■ Problem description:
Restate each record word for word, omitting whatever pictures it holds.

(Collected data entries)
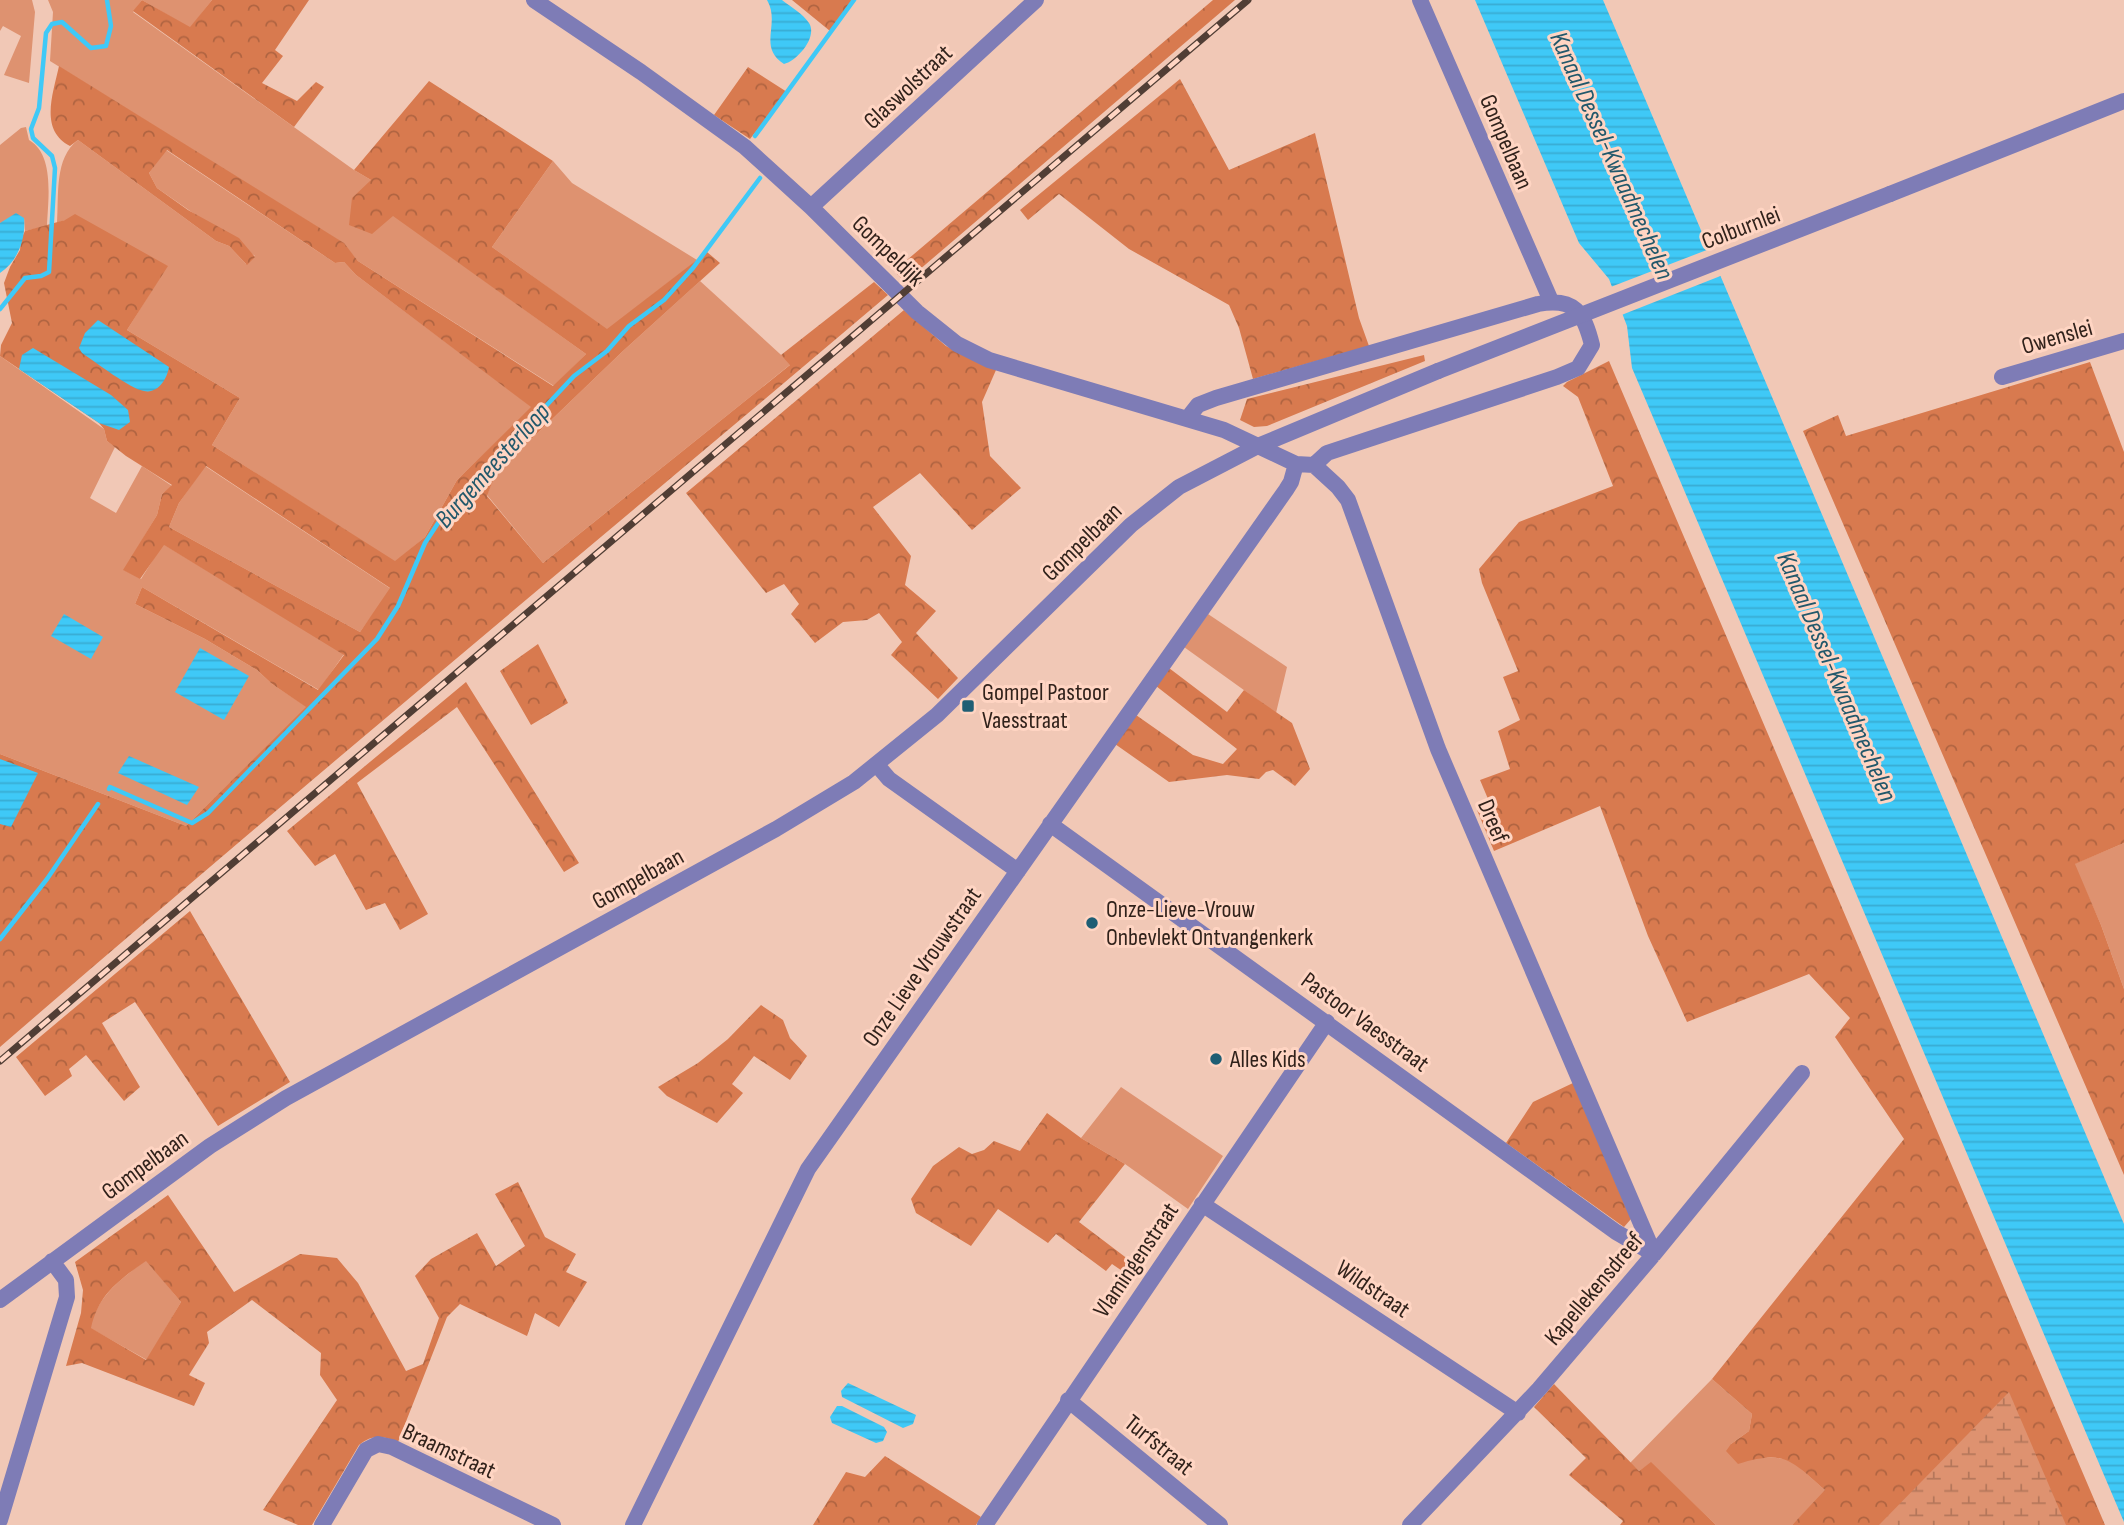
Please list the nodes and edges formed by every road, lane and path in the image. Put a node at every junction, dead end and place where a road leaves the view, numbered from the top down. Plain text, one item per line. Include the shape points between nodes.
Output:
1 (534, 0) edge
2 (1035, 0) edge
3 (1420, 0) edge
4 (2124, 101) edge
5 (811, 207) junction
6 (1551, 302) junction
7 (2124, 341) edge
8 (2002, 377) dead end
9 (1187, 419) junction
10 (1258, 446) junction
11 (1296, 464) junction
12 (1314, 465) junction
13 (877, 765) junction
14 (1050, 824) junction
15 (1018, 871) junction
16 (1327, 1022) junction
17 (1802, 1073) dead end
18 (1202, 1203) junction
19 (1654, 1254) junction
20 (52, 1261) junction
21 (0, 1300) edge
22 (1068, 1401) junction
23 (1518, 1413) junction
24 (0, 1520) edge
25 (322, 1525) edge
26 (553, 1525) edge
27 (633, 1525) edge
28 (985, 1525) edge
29 (1220, 1525) edge
30 (1410, 1525) edge

1 - 5 street, Gompeldijk via 746,147
2 - 5 street, Glaswolstraat
3 - 6 street, Gompelbaan
4 - 10 street, Colburnlei, bridge
5 - 9 street, Gompeldijk via 917,312 957,344 989,360
6 - 9 street via 1216,398 1198,405
6 - 12 street via 1575,308 1586,322 1592,345 1578,368 1327,453
7 - 8 street, Owenslei
9 - 10 street, Gompeldijk
10 - 11 street
10 - 13 street, Gompelbaan via 1179,488 1140,517 937,715
11 - 12 street
11 - 14 street, Onze Lieve Vrouwstraat via 1291,482
12 - 19 street, Dreef via 1348,500 1438,749
13 - 15 street via 889,779
13 - 20 street, Gompelbaan via 776,829 286,1098 210,1146
14 - 15 street, Onze Lieve Vrouwstraat
14 - 16 street, Pastoor Vaesstraat
15 - 27 street, Onze Lieve Vrouwstraat via 808,1169
16 - 18 street, Vlamingenstraat
16 - 19 street, Pastoor Vaesstraat via 1616,1232
17 - 19 street, Kapellekensdreef
18 - 22 street, Vlamingenstraat
18 - 23 street, Wildstraat
19 - 23 street, Kapellekensdreef
20 - 21 street, Gompelbaan
20 - 24 street via 66,1280 67,1297
22 - 28 street, Vlamingenstraat
22 - 29 street, Turfstraat
23 - 30 street, Kapellekensdreef
25 - 26 street, Braamstraat via 366,1450 378,1444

■ Written solution:
Please list the nodes and edges formed by every road, lane and path in the image. Put a node at every junction, dead end and place where a road leaves the view, numbered from the top down. Plain text, one item per line. Include the shape points between nodes.
Output:
1 (534, 0) edge
2 (1035, 0) edge
3 (1420, 0) edge
4 (2124, 101) edge
5 (811, 207) junction
6 (1551, 302) junction
7 (2124, 341) edge
8 (2002, 377) dead end
9 (1187, 419) junction
10 (1258, 446) junction
11 (1296, 464) junction
12 (1314, 465) junction
13 (877, 765) junction
14 (1050, 824) junction
15 (1018, 871) junction
16 (1327, 1022) junction
17 (1802, 1073) dead end
18 (1202, 1203) junction
19 (1654, 1254) junction
20 (52, 1261) junction
21 (0, 1300) edge
22 (1068, 1401) junction
23 (1518, 1413) junction
24 (0, 1520) edge
25 (322, 1525) edge
26 (553, 1525) edge
27 (633, 1525) edge
28 (985, 1525) edge
29 (1220, 1525) edge
30 (1410, 1525) edge

1 - 5 street, Gompeldijk via 746,147
2 - 5 street, Glaswolstraat
3 - 6 street, Gompelbaan
4 - 10 street, Colburnlei, bridge
5 - 9 street, Gompeldijk via 917,312 957,344 989,360
6 - 9 street via 1216,398 1198,405
6 - 12 street via 1575,308 1586,322 1592,345 1578,368 1327,453
7 - 8 street, Owenslei
9 - 10 street, Gompeldijk
10 - 11 street
10 - 13 street, Gompelbaan via 1179,488 1140,517 937,715
11 - 12 street
11 - 14 street, Onze Lieve Vrouwstraat via 1291,482
12 - 19 street, Dreef via 1348,500 1438,749
13 - 15 street via 889,779
13 - 20 street, Gompelbaan via 776,829 286,1098 210,1146
14 - 15 street, Onze Lieve Vrouwstraat
14 - 16 street, Pastoor Vaesstraat
15 - 27 street, Onze Lieve Vrouwstraat via 808,1169
16 - 18 street, Vlamingenstraat
16 - 19 street, Pastoor Vaesstraat via 1616,1232
17 - 19 street, Kapellekensdreef
18 - 22 street, Vlamingenstraat
18 - 23 street, Wildstraat
19 - 23 street, Kapellekensdreef
20 - 21 street, Gompelbaan
20 - 24 street via 66,1280 67,1297
22 - 28 street, Vlamingenstraat
22 - 29 street, Turfstraat
23 - 30 street, Kapellekensdreef
25 - 26 street, Braamstraat via 366,1450 378,1444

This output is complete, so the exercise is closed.